2.3.2. Free Amino Loss Percentage

Free amino loss percentage values were measured using an o-phthaldialdehyde (OPA) reagent [17] with slight modifications. The assays were performed at a protein concentration of 2 mg/mL (Tris–HCl, 50 mM, pH 8.0). The modified method differed from approaches in that the free amino loss percentage was calculated from the ratio of OPA reagent volume consumed by different PZ solutions to that consumed by a bovine serum albumin (BSA) at 2 mg/mL, according to the following Equation (1):

$$\mathbf{F}\mathbf{r}\mathbf{e}\mathbf{e} \mathbf{a}\mathbf{m}\mathbf{i}\mathbf{n}\mathbf{o} \mathbf{l}\mathbf{o}\mathbf{s}\mathbf{s} \left(\mathbf{\%}\right)={\displaystyle \frac{{\mathit{A}}_{\mathit{B}}-{\mathit{A}}_{\mathit{P}}}{{\mathit{A}}_{\mathit{P}}}}\times 100\mathit{\%}$$

(1)

where, A_P was the absorbance value of the PZ, and A_B was the absorbance of the BSA.

2.4. Structural Differences Between PZ Molecules with Different Processing

2.4.1. The Secondary Structure of Protein

The secondary structure of different PZ was analyzed using an FT-IR spectrophotometer (Nicolet iS50, La Jolla, CA, USA). The lyophilized samples were mixed with KBr (1:100 w/w), ground, and pressed into thin slices, across 400–4000 cm⁻¹ with 32 averaged scans [18]. The amide I band (1600 cm⁻¹–1700 cm⁻¹) in the original spectra was analyzed using PEAKFIT 2018 software, combined with Fourier self-deconvolution, to determine the secondary structure composition.

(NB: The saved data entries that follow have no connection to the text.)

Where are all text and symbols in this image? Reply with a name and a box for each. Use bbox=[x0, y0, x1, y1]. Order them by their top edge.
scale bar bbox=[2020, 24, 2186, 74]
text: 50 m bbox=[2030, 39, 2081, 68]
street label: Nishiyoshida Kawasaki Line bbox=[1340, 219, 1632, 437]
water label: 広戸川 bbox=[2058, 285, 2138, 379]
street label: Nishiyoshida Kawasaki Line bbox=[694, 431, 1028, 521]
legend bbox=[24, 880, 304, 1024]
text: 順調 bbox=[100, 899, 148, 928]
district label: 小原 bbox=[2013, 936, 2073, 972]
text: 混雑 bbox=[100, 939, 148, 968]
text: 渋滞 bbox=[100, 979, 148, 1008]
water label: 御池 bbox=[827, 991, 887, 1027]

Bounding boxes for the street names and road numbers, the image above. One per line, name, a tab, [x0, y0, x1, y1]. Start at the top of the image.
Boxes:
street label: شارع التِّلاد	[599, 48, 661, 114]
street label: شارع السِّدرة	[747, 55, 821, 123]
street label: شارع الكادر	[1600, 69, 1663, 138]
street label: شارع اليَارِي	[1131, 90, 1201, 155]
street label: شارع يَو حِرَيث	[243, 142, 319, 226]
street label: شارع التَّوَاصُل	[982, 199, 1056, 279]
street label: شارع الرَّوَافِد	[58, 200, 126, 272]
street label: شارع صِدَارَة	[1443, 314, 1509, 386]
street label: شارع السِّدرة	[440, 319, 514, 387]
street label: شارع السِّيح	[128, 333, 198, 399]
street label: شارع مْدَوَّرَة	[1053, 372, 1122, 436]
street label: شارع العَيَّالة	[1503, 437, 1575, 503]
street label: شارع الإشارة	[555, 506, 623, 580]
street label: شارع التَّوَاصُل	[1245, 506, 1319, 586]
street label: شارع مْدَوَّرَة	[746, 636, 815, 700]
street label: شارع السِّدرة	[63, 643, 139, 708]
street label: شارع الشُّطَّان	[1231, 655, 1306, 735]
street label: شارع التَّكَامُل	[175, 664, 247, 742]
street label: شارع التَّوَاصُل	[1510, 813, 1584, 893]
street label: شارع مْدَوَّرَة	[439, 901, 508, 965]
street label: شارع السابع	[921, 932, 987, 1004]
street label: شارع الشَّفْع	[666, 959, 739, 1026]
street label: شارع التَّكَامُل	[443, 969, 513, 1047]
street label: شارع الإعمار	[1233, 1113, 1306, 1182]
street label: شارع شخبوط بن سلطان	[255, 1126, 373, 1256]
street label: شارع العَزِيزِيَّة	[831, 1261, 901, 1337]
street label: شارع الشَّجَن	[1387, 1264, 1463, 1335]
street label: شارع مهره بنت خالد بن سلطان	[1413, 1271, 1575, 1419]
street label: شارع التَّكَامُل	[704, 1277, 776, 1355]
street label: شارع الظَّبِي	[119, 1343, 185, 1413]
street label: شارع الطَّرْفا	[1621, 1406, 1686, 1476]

2.4.2. The Tertiary Structure of Protein

The sample concentration was adjusted to 10 µM (Tris-HCl, 50 mM, pH 8.0) for fluorescence spectrum acquisition using a Cary Eclipse spectrophotometer (Cary, Varian, USA). The excitation wavelength was set to 280 nm, and fluorescence intensity was recorded from 300 to 450 nm. Both excitation and emission slit widths were maintained at 10 nm. An inner-filter correction was applied before the experiment.

2.5. The Thermal Stability of PZ Molecules with Different Processing

The thermal stability was analyzed using differential scanning calorimetry (DSC25, TA, New Castle, DE, USA). Approximately 5 mg of each lyophilized sample was weighed into an aluminum tray and heated from 20 to 200 °C at a rate of 10 °C/min under a nitrogen atmosphere [19]. An empty aluminum crucible served as the reference.

2.6. The Air/Water Interface Properties of PZ Molecules with Different Processing

2.6.1. The Foaming Performance

The foam performance for different PZ was measured according to the method of Xu’s at a concentration of 0.4 mg/mL (Tris-HCl, 50 mM, pH 8.0) [14]. The formulas for foamability and foamstability were expressed with Equations (2) and (3):

$$\mathit{F}\mathit{o}\mathit{a}\mathit{m}\mathit{a}\mathit{b}\mathit{i}\mathit{l}\mathit{i}\mathit{t}\mathit{y}\left(\mathit{\%}\right)={\displaystyle \frac{{\mathit{V}}_0}{15}}\times 100\mathit{\%}$$

(2)

V₀ was the initial foam volume, and 15 was the protein solution volume.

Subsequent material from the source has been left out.